Statue of Colleoni

Statue of Colleoni (38)

If you approach the Campo Santi Giovanni e Paoli to see the Scuola Grande di San Marco, you will have the chance of appreciating what has been classified as one of the most beautiful equestrian statues in the world. Because just here, in the middle of the square, you will come across a key statue of 15th-century Venice: the one representing the condottiere, Bartolomeo Colleoni.

Colleoni is an outstanding figure in the history of the city. This military officer and politician from Bergamo was for a time the commanding officer of the troops of the Venetian army. Proud of his military victories, in his will he stated that he wanted a statue to be built in his honour in the Piazza San Marco. In exchange, he would leave all his assets to the Republic’s coffers.

However, the Senate thought that a monument in San Marco would break with tradition. After long deliberations, it was considered that the most appropriate thing to do would be to place it where it stands today.

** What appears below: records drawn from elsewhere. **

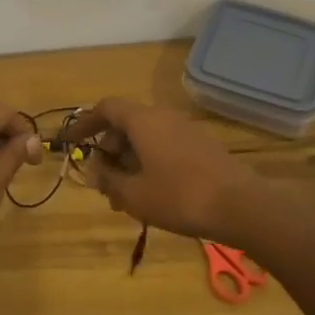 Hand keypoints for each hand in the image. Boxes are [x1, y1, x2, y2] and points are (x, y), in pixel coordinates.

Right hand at [70, 99, 263, 243]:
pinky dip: (150, 162)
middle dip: (109, 149)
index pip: (106, 108)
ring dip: (130, 159)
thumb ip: (109, 180)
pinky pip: (165, 145)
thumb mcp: (135, 195)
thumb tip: (94, 170)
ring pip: (146, 137)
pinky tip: (152, 193)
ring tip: (125, 194)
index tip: (72, 141)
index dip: (85, 123)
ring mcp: (185, 129)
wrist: (242, 206)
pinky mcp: (201, 146)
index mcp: (142, 120)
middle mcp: (162, 116)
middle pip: (126, 123)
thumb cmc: (180, 197)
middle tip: (103, 179)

The statue, which was unveiled in 1496, that is, 21 years after the death of Colleoni, is the work of the Florentine sculptor Andrea del Verrochio. It was later cast in bronze by Alessandro Leopardi, who was also entrusted to add the pedestal. 

The figure, which, counting the pedestal, represents a mass of about 12 metres height, is a clear example of military sculpture of the Quattrocento. It is really quite imposing and communicates a startling sensation of power and dynamism to whoever observes it. The effigy of Colleoni, praised for the refined technique with which it was modelled, has often been placed on a par with the work of Donatello.